The 13-member commission, made up of six attorneys and seven citizens, interviewed candidates Monday. The names of nominees were forwarded to Mr. Glendening yesterday.

In a letter to the governor yesterday, state court administrator George B. Riggin Jr. wrote: "After conducting an extensive interview and reviewing all available information about the candidate, the Commission took a secret written ballot. The Honorable Elsbeth Levy Bothe did not receive the required number of votes." The required number is a majority of the commission members present.

Judge Bothe was the only sitting Baltimore circuit judge up for reappointment this year. The commission nominated Baltimore District Judge David W. Young to fill the seat of Judge Hilary D. Caplan, who left the bench to return to private practice, and lawyer William D. Quarles for the spot left when Judge Andre Davis was appointed to the federal bench.

In addition, six "holdover" nominees for past judgeships were submitted to the governor for consideration for those posts. All eight candidates were submitted for consideration for Judge Bothe's job.

Several commission members contacted yesterday refused to spell out their reasons for failing to recommend Judge Bothe. One said the vote was "not unanimous" but would not go further.

"I'm looking at the person I'm talking with. It doesn't matter whether it's a sitting judge," said Michael M. Hart, a commission member and chief clerk of the International Longshoremen's Association Local No. 953. While refusing to divulge his vote, Mr. Hart said: "I don't know her, didn't know her before. I did what I thought was right and the vote came out this way and that's the way it is."
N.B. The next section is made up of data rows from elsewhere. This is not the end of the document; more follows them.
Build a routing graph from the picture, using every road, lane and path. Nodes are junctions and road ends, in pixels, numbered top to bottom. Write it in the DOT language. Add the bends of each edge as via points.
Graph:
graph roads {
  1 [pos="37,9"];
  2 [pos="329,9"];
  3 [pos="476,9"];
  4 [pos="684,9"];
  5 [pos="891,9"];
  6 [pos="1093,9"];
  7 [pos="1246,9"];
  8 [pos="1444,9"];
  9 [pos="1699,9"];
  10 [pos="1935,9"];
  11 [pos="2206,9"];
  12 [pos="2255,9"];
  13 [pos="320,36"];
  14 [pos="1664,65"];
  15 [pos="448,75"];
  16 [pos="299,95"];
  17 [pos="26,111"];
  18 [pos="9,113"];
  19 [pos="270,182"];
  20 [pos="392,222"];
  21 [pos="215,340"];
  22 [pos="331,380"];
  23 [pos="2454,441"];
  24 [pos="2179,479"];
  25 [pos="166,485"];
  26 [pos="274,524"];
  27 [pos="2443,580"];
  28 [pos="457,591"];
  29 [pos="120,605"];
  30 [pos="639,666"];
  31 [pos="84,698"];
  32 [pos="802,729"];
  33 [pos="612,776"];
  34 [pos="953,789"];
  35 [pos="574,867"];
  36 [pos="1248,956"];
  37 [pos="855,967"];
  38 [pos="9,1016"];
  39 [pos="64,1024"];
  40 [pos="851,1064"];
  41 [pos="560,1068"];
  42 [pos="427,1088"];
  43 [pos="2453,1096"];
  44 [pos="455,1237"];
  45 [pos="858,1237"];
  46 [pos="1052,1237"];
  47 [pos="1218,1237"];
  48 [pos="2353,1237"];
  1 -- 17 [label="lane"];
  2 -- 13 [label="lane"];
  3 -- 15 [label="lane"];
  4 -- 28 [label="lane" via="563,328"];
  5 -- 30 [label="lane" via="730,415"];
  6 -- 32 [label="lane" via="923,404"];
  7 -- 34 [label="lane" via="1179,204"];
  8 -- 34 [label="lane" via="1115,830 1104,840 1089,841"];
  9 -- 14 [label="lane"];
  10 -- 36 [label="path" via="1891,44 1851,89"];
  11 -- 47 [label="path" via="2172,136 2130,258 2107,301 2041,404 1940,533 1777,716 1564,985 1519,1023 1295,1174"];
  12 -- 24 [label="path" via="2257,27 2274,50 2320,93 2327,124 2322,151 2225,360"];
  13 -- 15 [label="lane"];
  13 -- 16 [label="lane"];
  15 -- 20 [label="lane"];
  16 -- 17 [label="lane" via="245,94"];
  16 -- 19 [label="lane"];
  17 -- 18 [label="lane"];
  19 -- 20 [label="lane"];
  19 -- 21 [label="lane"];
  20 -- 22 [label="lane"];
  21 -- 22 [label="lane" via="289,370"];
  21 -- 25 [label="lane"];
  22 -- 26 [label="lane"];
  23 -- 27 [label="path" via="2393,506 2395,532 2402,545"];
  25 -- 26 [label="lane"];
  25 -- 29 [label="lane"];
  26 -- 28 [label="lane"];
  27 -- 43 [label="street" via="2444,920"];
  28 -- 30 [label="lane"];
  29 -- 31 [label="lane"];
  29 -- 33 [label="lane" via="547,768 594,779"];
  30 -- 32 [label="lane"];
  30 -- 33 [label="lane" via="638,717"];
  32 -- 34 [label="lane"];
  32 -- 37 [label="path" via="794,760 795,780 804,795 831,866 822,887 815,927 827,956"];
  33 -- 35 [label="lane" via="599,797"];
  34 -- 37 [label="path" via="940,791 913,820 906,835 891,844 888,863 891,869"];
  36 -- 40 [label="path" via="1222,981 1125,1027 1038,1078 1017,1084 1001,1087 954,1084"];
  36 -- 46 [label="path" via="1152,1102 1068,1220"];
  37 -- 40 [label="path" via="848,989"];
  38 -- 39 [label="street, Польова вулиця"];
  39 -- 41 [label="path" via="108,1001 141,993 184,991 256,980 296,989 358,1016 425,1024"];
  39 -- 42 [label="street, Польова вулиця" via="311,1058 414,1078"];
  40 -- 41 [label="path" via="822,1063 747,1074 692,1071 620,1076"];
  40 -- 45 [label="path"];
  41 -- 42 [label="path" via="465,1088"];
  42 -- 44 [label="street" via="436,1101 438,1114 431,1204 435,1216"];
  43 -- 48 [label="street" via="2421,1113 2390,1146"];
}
Earlier this year, Mr. Glendening changed the membership and selection process for judicial nominating commissions, announcing that he was doing so with the goal of selecting more minority and women judges.

Robert C. Murphy, chief judge of the Maryland Court of Appeals since 1972, said it was the first time he could recall a nominating commission not forwarding a circuit judge's name to the governor for reappointment. A Prince George's County district judge was rejected by a nominating commission in 1977.

Some in the legal community were shocked by the news.

"She is immensely qualified," said Baltimore criminal defense lawyer Roland Walker. "She probably has handled more murder trials than any three judges in the state of Maryland. Some people find her abrasive. But nobody can criticize her and say she doesn't know the law. She's just overly involved, and a lot of lawyers resent it to varying degrees. You walk out of that courtroom, justice is done and that's for sure."

Judge Bothe said criticism of her comments during trials was overblown. She called her appellate record "relatively pretty good" and said the rebukes by higher courts were "nothing that called my essential quality as a judge into question. There is no reason they wouldn't rename me as they have everyone else. Absolutely none."